Segment Start: SUPPLIED ENTRIES
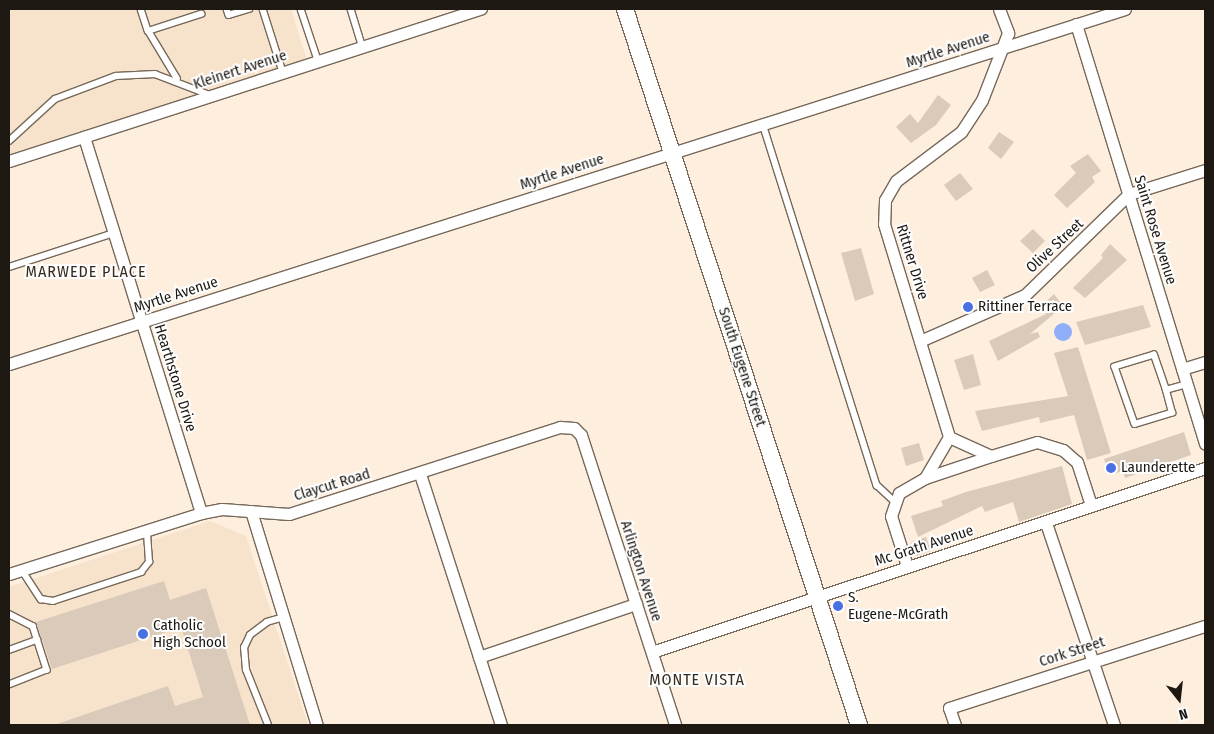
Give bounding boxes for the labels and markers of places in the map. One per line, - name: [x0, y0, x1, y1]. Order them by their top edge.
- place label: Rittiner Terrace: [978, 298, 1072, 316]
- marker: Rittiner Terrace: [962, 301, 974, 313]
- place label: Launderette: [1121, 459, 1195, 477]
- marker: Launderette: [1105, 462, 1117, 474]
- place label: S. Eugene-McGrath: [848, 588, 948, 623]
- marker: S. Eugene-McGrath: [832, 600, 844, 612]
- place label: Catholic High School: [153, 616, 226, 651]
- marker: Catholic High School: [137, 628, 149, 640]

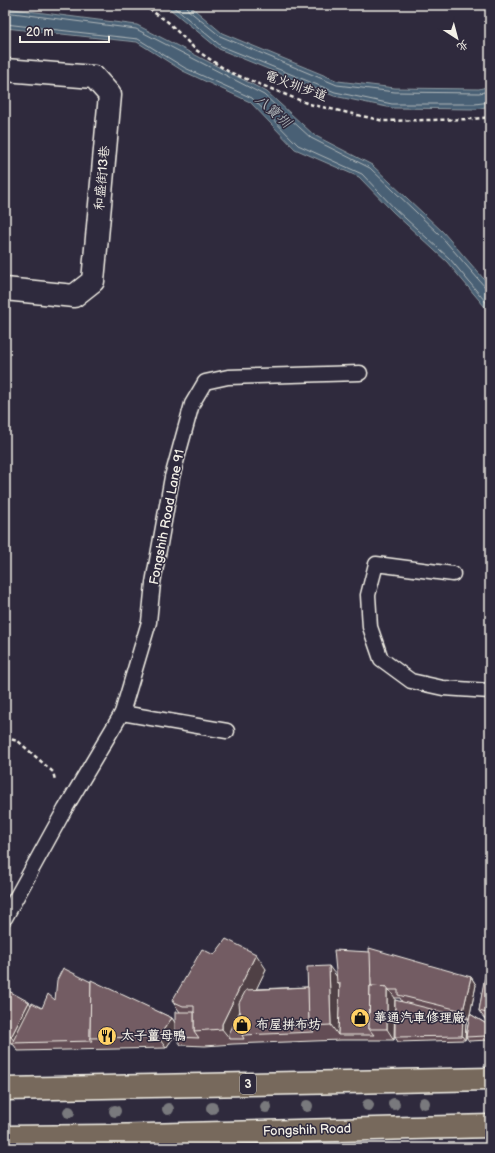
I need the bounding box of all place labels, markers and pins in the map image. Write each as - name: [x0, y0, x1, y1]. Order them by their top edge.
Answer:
Segment End: SUPPLIED ENTRIES
Go through the records above and write out every line exactly, passing over the pictures.

» **SOLUTION BELOW**:
Give bounding boxes for the labels and markers of places in the map. One per line, - name: [x0, y0, x1, y1]. Order them by their top edge.
- place label: Rittiner Terrace: [978, 298, 1072, 316]
- marker: Rittiner Terrace: [962, 301, 974, 313]
- place label: Launderette: [1121, 459, 1195, 477]
- marker: Launderette: [1105, 462, 1117, 474]
- place label: S. Eugene-McGrath: [848, 588, 948, 623]
- marker: S. Eugene-McGrath: [832, 600, 844, 612]
- place label: Catholic High School: [153, 616, 226, 651]
- marker: Catholic High School: [137, 628, 149, 640]

I need the bounding box of all place labels, markers and pins in the map image. Write each as - name: [x0, y0, x1, y1]. Order them by their top edge.
Answer:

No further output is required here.